Desde el punto de vista científico, el eclipse de este miércoles será solo el aperitivo. Esta será la primera entrega del llamado Trío Ibérico, una secuencia extraordinariamente infrecuente que continuará con otro eclipse total de Sol el 2 de agosto de 2027, cuya banda de totalidad recorrerá el sur de la península, y culminará con un eclipse anular el 26 de enero de 2028, cuando la Luna se encuentre más alejada de la Tierra y deje visible un brillante “anillo de fuego” alrededor del Sol.
La concatenación de dos eclipses totales y uno anular sobre un mismo país en apenas 18 meses constituye una rara oportunidad científica que no se repetía en nuestro territorio desde que, a comienzos del siglo XX, se produjo un trío de eclipses en 1900, 1905 y 1912.
Lo más relevante será que millones de personas podrán asistir a uno de los espectáculos más sobrecogedores que ofrece la naturaleza.
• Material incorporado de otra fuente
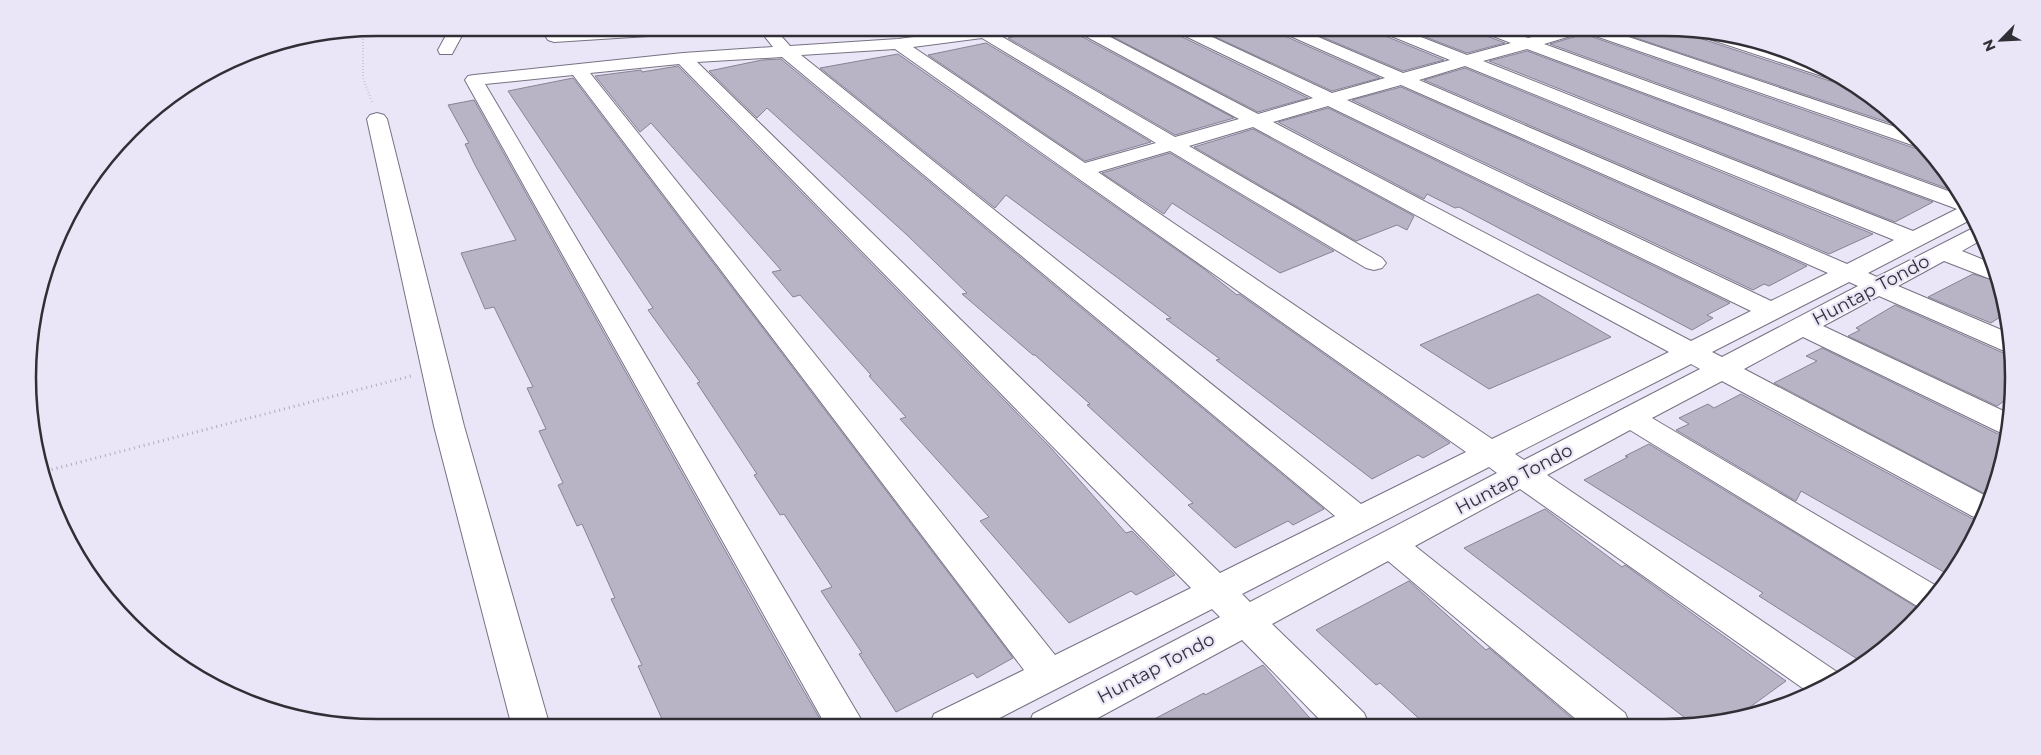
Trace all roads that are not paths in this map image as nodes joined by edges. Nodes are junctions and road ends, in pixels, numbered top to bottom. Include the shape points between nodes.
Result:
1 (454, 36) edge
2 (554, 36) edge
3 (570, 36) edge
4 (773, 36) edge
5 (945, 36) edge
6 (990, 36) edge
7 (1097, 36) edge
8 (1198, 36) edge
9 (1303, 36) edge
10 (1405, 36) edge
11 (1508, 36) edge
12 (1552, 36) edge
13 (1611, 36) edge
14 (1527, 43) junction
15 (898, 44) junction
16 (446, 50) dead end
17 (784, 50) junction
18 (1759, 50) edge
19 (1781, 57) edge
20 (683, 58) junction
21 (1466, 60) junction
22 (578, 69) junction
23 (1402, 79) junction
24 (1330, 99) junction
25 (377, 119) road end
26 (1256, 120) junction
27 (1905, 136) edge
28 (1173, 144) junction
29 (1082, 170) junction
30 (1955, 201) edge
31 (1963, 215) edge
32 (1974, 235) edge
33 (1914, 240) junction
34 (1943, 252) junction
35 (1374, 263) dead end
36 (1987, 269) edge
37 (1847, 273) junction
38 (1878, 286) junction
39 (1771, 311) junction
40 (1802, 326) junction
41 (2003, 340) edge
42 (1690, 352) junction
43 (1722, 369) junction
44 (1630, 418) junction
45 (2002, 422) edge
46 (1491, 453) junction
47 (1522, 474) junction
48 (1980, 506) edge
49 (1359, 519) junction
50 (1390, 544) junction
51 (1216, 591) junction
52 (1926, 596) edge
53 (1246, 621) junction
54 (1049, 675) junction
55 (1820, 680) edge
56 (529, 719) edge
57 (842, 719) edge
58 (962, 719) edge
59 (1074, 719) edge
60 (1344, 719) edge
61 (1604, 719) edge

1 - 16 street
2 - 3 street
4 - 17 street
5 - 15 street
6 - 28 street
7 - 26 street
8 - 24 street
9 - 23 street
10 - 21 street
11 - 14 street
12 - 14 street
13 - 27 street
14 - 21 street
14 - 30 street
15 - 17 street
15 - 29 street
17 - 20 street
17 - 49 street
18 - 19 street
20 - 22 street
20 - 51 street
21 - 23 street
21 - 33 street
22 - 54 street
22 - 57 street via 474,80
23 - 24 street
23 - 37 street
24 - 26 street
24 - 39 street
25 - 56 street via 452,435
26 - 28 street
26 - 42 street
28 - 29 street
28 - 35 street
29 - 46 street
31 - 33 street
32 - 34 street, Huntap Tondo
33 - 37 street
34 - 36 street
34 - 38 street, Huntap Tondo
37 - 38 street
37 - 39 street
38 - 40 street, Huntap Tondo
38 - 41 street
39 - 42 street
40 - 43 street, Huntap Tondo
40 - 45 street
42 - 43 street
42 - 46 street
43 - 44 street, Huntap Tondo
43 - 48 street
44 - 47 street, Huntap Tondo
44 - 52 street
46 - 47 street
46 - 49 street
47 - 50 street, Huntap Tondo
47 - 55 street
49 - 51 street
50 - 53 street, Huntap Tondo
50 - 61 street
51 - 53 street
51 - 54 street
53 - 59 street, Huntap Tondo
53 - 60 street
54 - 58 street

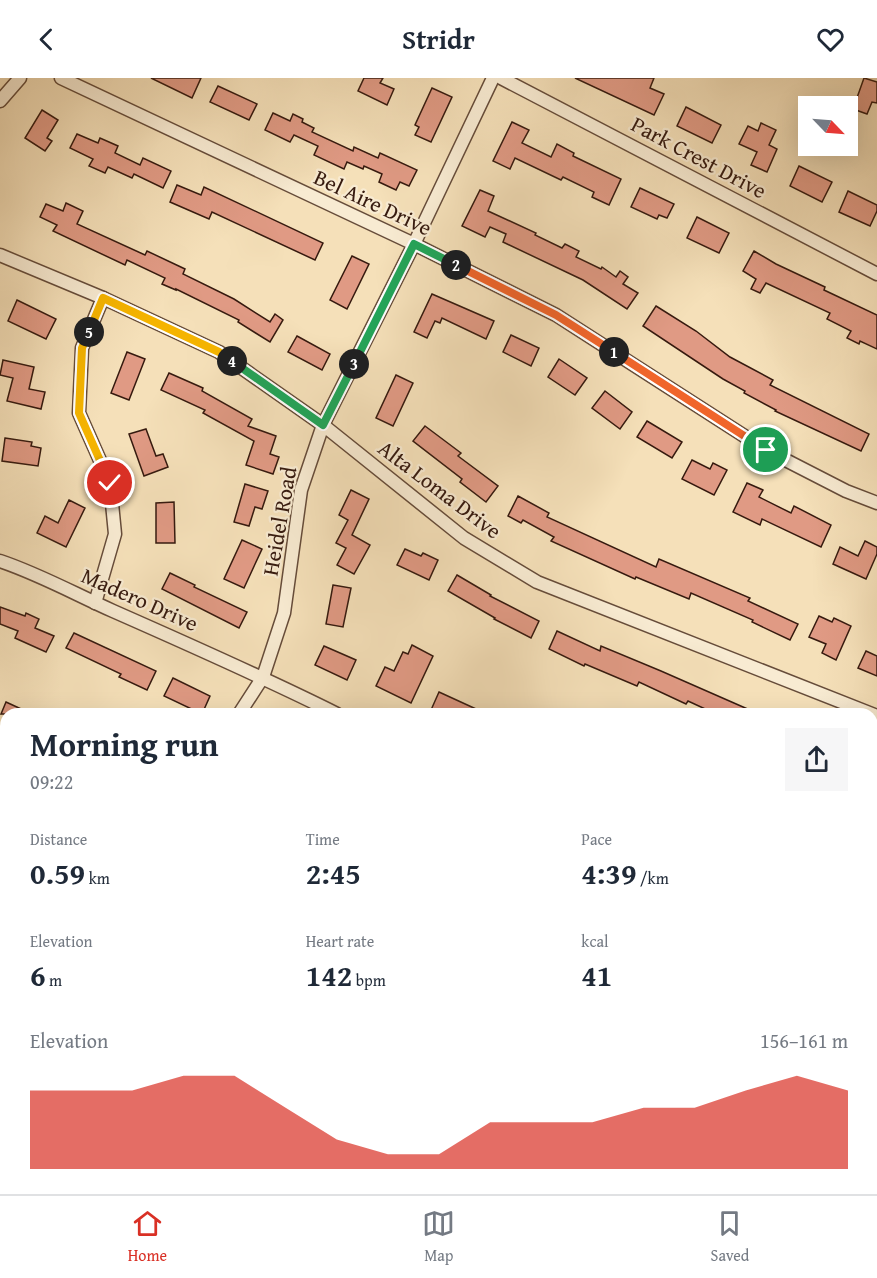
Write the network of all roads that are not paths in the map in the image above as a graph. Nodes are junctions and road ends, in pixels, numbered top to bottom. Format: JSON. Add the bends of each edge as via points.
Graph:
{"nodes":[{"id":1,"x":20,"y":78,"type":"edge"},
{"id":2,"x":61,"y":78,"type":"edge"},
{"id":3,"x":493,"y":78,"type":"edge"},
{"id":4,"x":501,"y":78,"type":"edge"},
{"id":5,"x":0,"y":101,"type":"edge"},
{"id":6,"x":414,"y":244,"type":"junction"},
{"id":7,"x":0,"y":255,"type":"edge"},
{"id":8,"x":877,"y":274,"type":"edge"},
{"id":9,"x":103,"y":298,"type":"junction"},
{"id":10,"x":323,"y":425,"type":"junction"},
{"id":11,"x":877,"y":503,"type":"edge"},
{"id":12,"x":0,"y":561,"type":"edge"},
{"id":13,"x":95,"y":603,"type":"junction"},
{"id":14,"x":263,"y":677,"type":"junction"},
{"id":15,"x":243,"y":708,"type":"edge"},
{"id":16,"x":325,"y":708,"type":"edge"},
{"id":17,"x":857,"y":708,"type":"edge"}],
"edges":[{"from":1,"to":5,"type":"street"},
{"from":2,"to":6,"type":"street","name":"Bel Aire Drive"},
{"from":3,"to":6,"type":"street","name":"Heidel Road"},
{"from":4,"to":8,"type":"street","name":"Park Crest Drive"},
{"from":6,"to":10,"type":"street","name":"Heidel Road"},
{"from":6,"to":11,"type":"street","name":"Bel Aire Drive","via":[[556,315],[766,450]]},
{"from":7,"to":9,"type":"street","name":"Alta Loma Drive"},
{"from":9,"to":10,"type":"street","name":"Alta Loma Drive","via":[[219,352]]},
{"from":9,"to":13,"type":"street","via":[[82,348],[79,413],[110,483],[116,534]]},
{"from":10,"to":14,"type":"street","name":"Heidel Road","via":[[301,490],[284,614]]},
{"from":10,"to":17,"type":"street","name":"Alta Loma Drive","via":[[464,538],[537,582]]},
{"from":12,"to":13,"type":"street","name":"Madero Drive"},
{"from":13,"to":14,"type":"street","name":"Madero Drive"},
{"from":14,"to":15,"type":"street","name":"Heidel Road"},
{"from":14,"to":16,"type":"street","name":"Madero Drive"}]}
La luz adquirirá un tono crepuscular, la temperatura descenderá varios grados en cuestión de minutos, muchas aves e insectos iniciarán su comportamiento nocturno y, cuando desaparezca el último destello del Sol, aparecerán los planetas más brillantes y algunas estrellas en pleno atardecer. Alrededor del disco negro de la Luna aparecerá la tenue corona solar y podremos contemplar entonces una especie de ojo de Sauron sobre el horizonte que muchos consideran como una de las imágenes más impresionantes que puede contemplarse desde la Tierra.
El impacto económico
Se trata de una de esas experiencias que merecen ser disfrutadas al menos una vez en la vida y que tendrá también un impacto económico. Según un informe del Ministerio de Economía, Comercio y Empresa, este será de unos 347,6 millones de euros entre las 36 provincias en las que se podrá disfrutar del eclipse. Del total, unos 250 millones procederán de turistas extranjeros. De hecho, durante esta semana, desde el departamento que dirige Carlos Cuerpo se espera la llegada de 446.000 visitantes adicionales.